House Bill 2, the Cannabis Regulation Act, was signed into law by Governor Lujan Grisham on April 12, 2021. It passed the House 38–32 and the Senate 22–15 during a special legislative session called by the governor, after the legislature failed to legalize cannabis during the regular 2021 session. House Bill 2, along with a separate bill dealing with expungements (Senate Bill 2), legalized cannabis with the following conditions:

- Possession of cannabis for adults 21 and over will become legal on June 29, 2021. No possession limit will apply at home while a 2 oz limit will apply outside the home.
- Personal cultivation of six mature plants and six immature plants will be allowed per person, with a limit of 12 mature plants per residence.
- Retail sales of cannabis will begin by April 1, 2022. A 12% excise tax will apply in addition to regular sales taxes. The excise tax will increase 1% each year beginning in 2025, until reaching 18% in 2030.
- There will be no limit on the number of retail licenses issued by the state. Local governments will be allowed to limit the number of dispensaries or restrict where they are located, but will not be allowed to ban them entirely.
- Public consumption will remain illegal, but businesses will be allowed to offer on-site consumption if certain requirements are met.
- Any arrests or convictions for acts made legal by the bill will automatically be expunged.

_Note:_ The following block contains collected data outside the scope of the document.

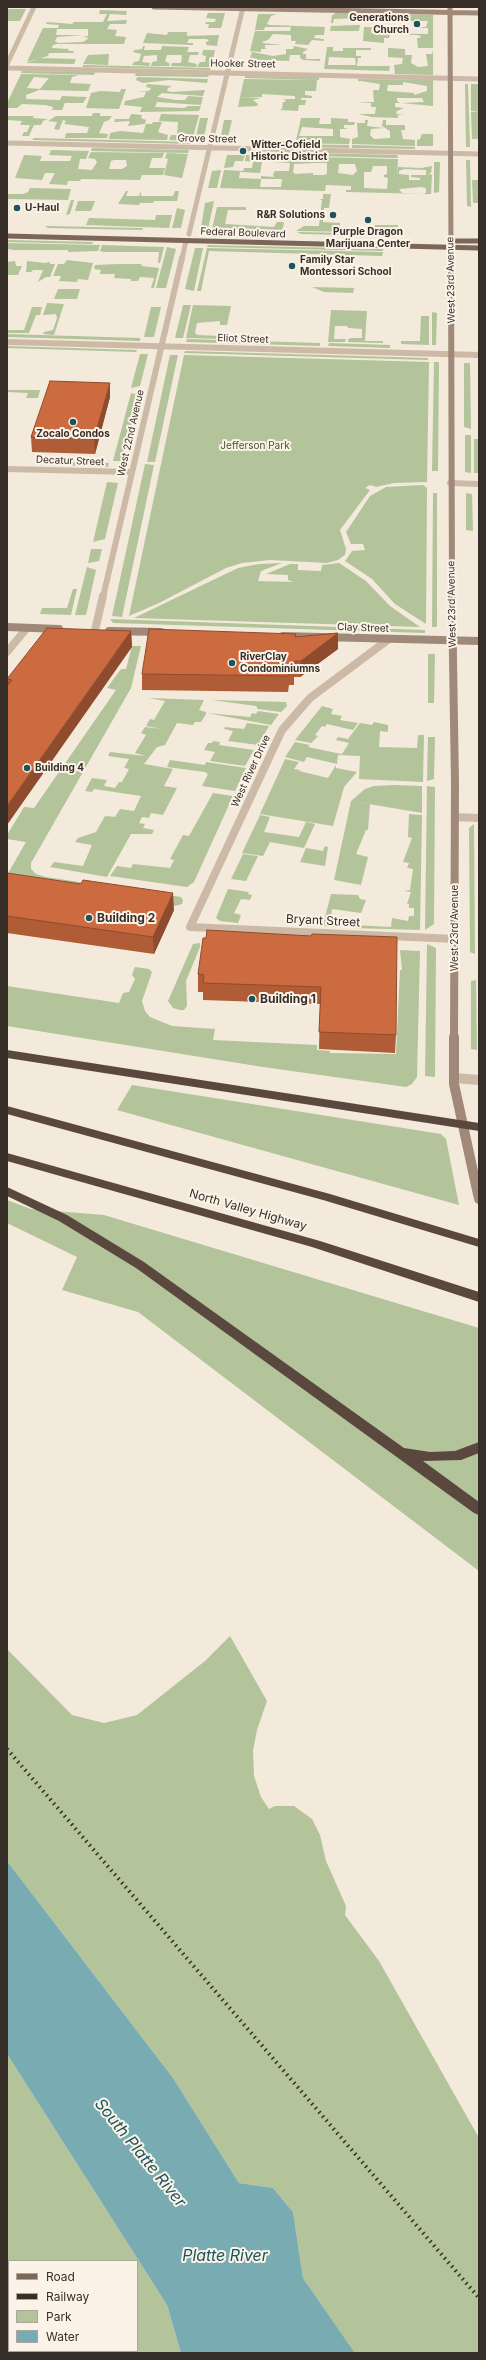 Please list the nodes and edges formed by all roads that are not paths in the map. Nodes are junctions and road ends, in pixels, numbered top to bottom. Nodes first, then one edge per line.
1 (34, 7) edge
2 (154, 7) edge
3 (450, 7) edge
4 (243, 8) edge
5 (450, 13) junction
6 (479, 14) edge
7 (7, 64) edge
8 (7, 68) edge
9 (227, 73) junction
10 (450, 78) junction
11 (479, 79) edge
12 (7, 143) edge
13 (210, 148) junction
14 (450, 153) junction
15 (479, 154) edge
16 (7, 229) edge
17 (189, 234) junction
18 (7, 236) edge
19 (186, 240) junction
20 (450, 241) junction
21 (479, 241) edge
22 (450, 248) junction
23 (479, 248) edge
24 (7, 342) edge
25 (161, 346) junction
26 (452, 354) junction
27 (479, 355) edge
28 (7, 469) edge
29 (132, 472) junction
30 (450, 483) junction
31 (479, 484) edge
32 (7, 627) edge
33 (27, 628) junction
34 (65, 629) edge
35 (169, 633) edge
36 (271, 636) edge
37 (389, 639) junction
38 (452, 641) junction
39 (479, 641) edge
40 (7, 652) edge
41 (455, 817) junction
42 (479, 818) edge
43 (190, 927) joint
44 (455, 939) junction
45 (7, 1054) edge
46 (455, 1078) junction
47 (479, 1080) edge
48 (7, 1110) edge
49 (463, 1124) junction
50 (479, 1127) edge
51 (7, 1157) edge
52 (7, 1191) edge
53 (479, 1198) edge
54 (479, 1243) edge
55 (479, 1297) edge
56 (479, 1447) edge
57 (400, 1452) junction
58 (479, 1509) edge

1 - 7 street
2 - 4 street
3 - 5 street, West 23rd Avenue
4 - 5 street
4 - 9 street
5 - 6 street
5 - 10 street, West 23rd Avenue
8 - 9 street, Hooker Street
9 - 10 street, Hooker Street
9 - 13 street
10 - 11 street, Hooker Street
10 - 14 street, West 23rd Avenue
12 - 13 street, Grove Street
13 - 14 street, Grove Street
13 - 17 street
14 - 15 street, Grove Street
14 - 20 street, West 23rd Avenue
16 - 17 main road, Federal Boulevard
17 - 20 main road, Federal Boulevard
18 - 19 main road, Federal Boulevard
19 - 22 main road, Federal Boulevard
19 - 25 street, West 22nd Avenue
20 - 21 main road, Federal Boulevard
20 - 22 street, West 23rd Avenue
22 - 23 main road, Federal Boulevard
22 - 26 street, West 23rd Avenue
24 - 25 street, Eliot Street
25 - 26 street, Eliot Street
25 - 29 street, West 22nd Avenue
26 - 27 street, Eliot Street
26 - 30 street, West 23rd Avenue
28 - 29 street, Decatur Street
29 - 35 street, West 22nd Avenue
30 - 31 street
30 - 38 street, West 23rd Avenue
32 - 33 street
33 - 34 street
33 - 40 street
36 - 37 street, Clay Street
37 - 38 street, Clay Street
37 - 43 street, West River Drive
38 - 39 street, Clay Street
38 - 41 street, West 23rd Avenue
41 - 42 street
41 - 44 street, West 23rd Avenue
43 - 44 street, Bryant Street
44 - 46 street, West 23rd Avenue
45 - 49 highway
46 - 47 street
46 - 49 street, West 23rd Avenue
48 - 54 highway
49 - 50 highway
49 - 53 street, West 23rd Avenue
51 - 55 highway, North Valley Highway
52 - 57 highway
56 - 57 highway
57 - 58 highway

In compliance with the deadline imposed by the Cannabis Regulation Act, the first licensed sales of recreational cannabis began on April 1, 2022. Governor Lujan Grisham visited a dispensary in Albuquerque to mark the occasion.

== County and municipal policy ==

=== Santa Fe decriminalization (2014) ===

In August 2014, the Santa Fe City Council voted 5–4 to enact (rather than let go to ballot) a citizen-led petition to decriminalize small amounts of cannabis. The law allows police to issue a $25 civil citation for possession of up to 1 oz, and requires that minor cannabis offenses be made the lowest police priority.

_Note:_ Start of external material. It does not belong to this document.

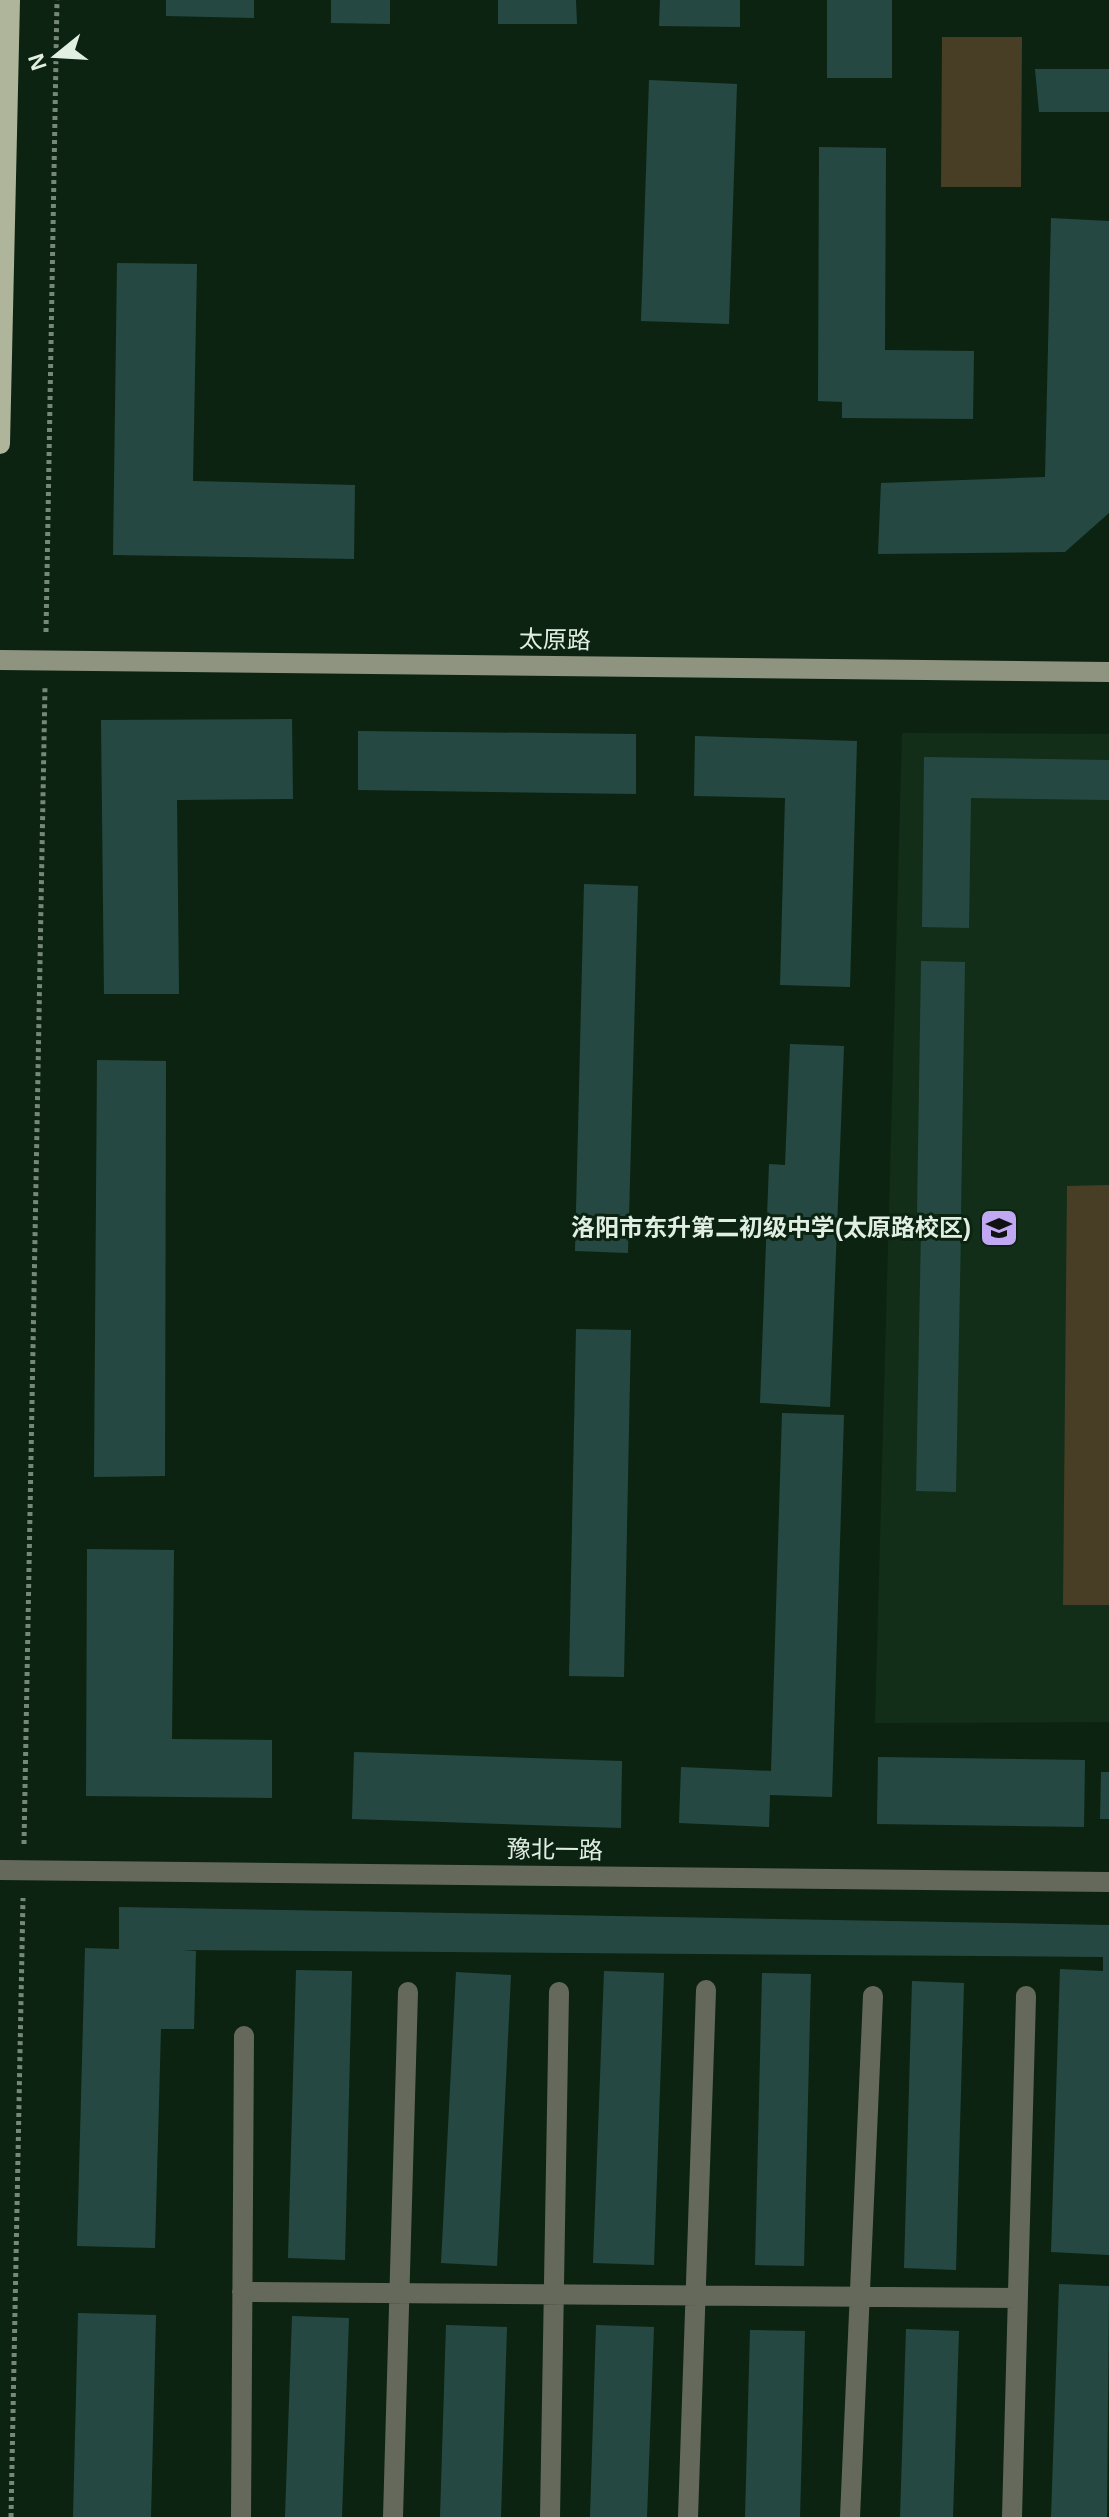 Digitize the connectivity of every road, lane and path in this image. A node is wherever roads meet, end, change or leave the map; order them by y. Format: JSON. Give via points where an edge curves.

=== Bernalillo and Santa Fe county referendums (2014) ===

In November 2014, voters in Bernalillo and Santa Fe counties approved ballot measures expressing support for "county, city, and statewide efforts to decriminalize possession of 1 oz or less of marijuana". Initially the referendums were blocked from the ballot by Secretary of State Dianna Duran (who claimed that state law did not allow for non-binding questions), but the Supreme Court of New Mexico overruled her in September 2014. The measures passed with 60% and 73% support respectively.

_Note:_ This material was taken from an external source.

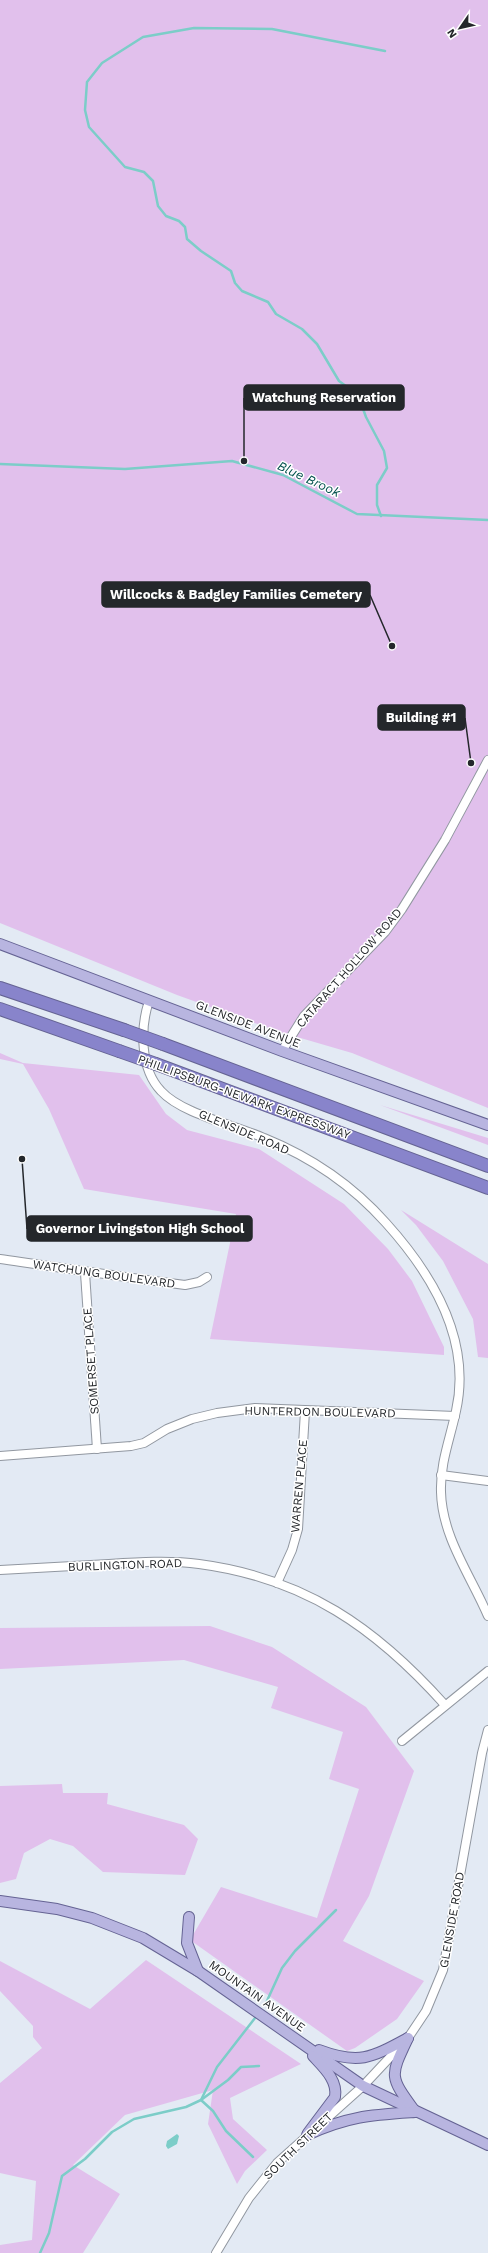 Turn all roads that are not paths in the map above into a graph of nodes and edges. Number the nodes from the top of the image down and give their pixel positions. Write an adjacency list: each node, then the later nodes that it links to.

=== Albuquerque decriminalization (2018) ===

In April 2018, the Albuquerque City Council voted 5–4 to allow police to issue a $25 civil citation for possessing up to 1 oz of cannabis. Previous efforts to decriminalize through a city council vote (in 2015) and a ballot measure vote (in 2014) were vetoed by the prior mayor Richard Berry.

=== Santa Fe legalization resolution (2018) ===

In December 2018, the Santa Fe City Council approved a resolution calling on state lawmakers to "enact legislation related to the legalization ... of cannabis and cannabis-related products for recreational use". The resolution was introduced by Mayor Alan Webber and passed by a 6–1 vote.

=== Las Cruces legalization resolution (2020) ===

In February 2020, the Las Cruces City Council approved a resolution urging the state legislature to pass the Cannabis Regulation Act to legalize recreational cannabis in New Mexico. The resolution passed 6–1 with Mayor Ken Miyagishima casting the only opposing vote.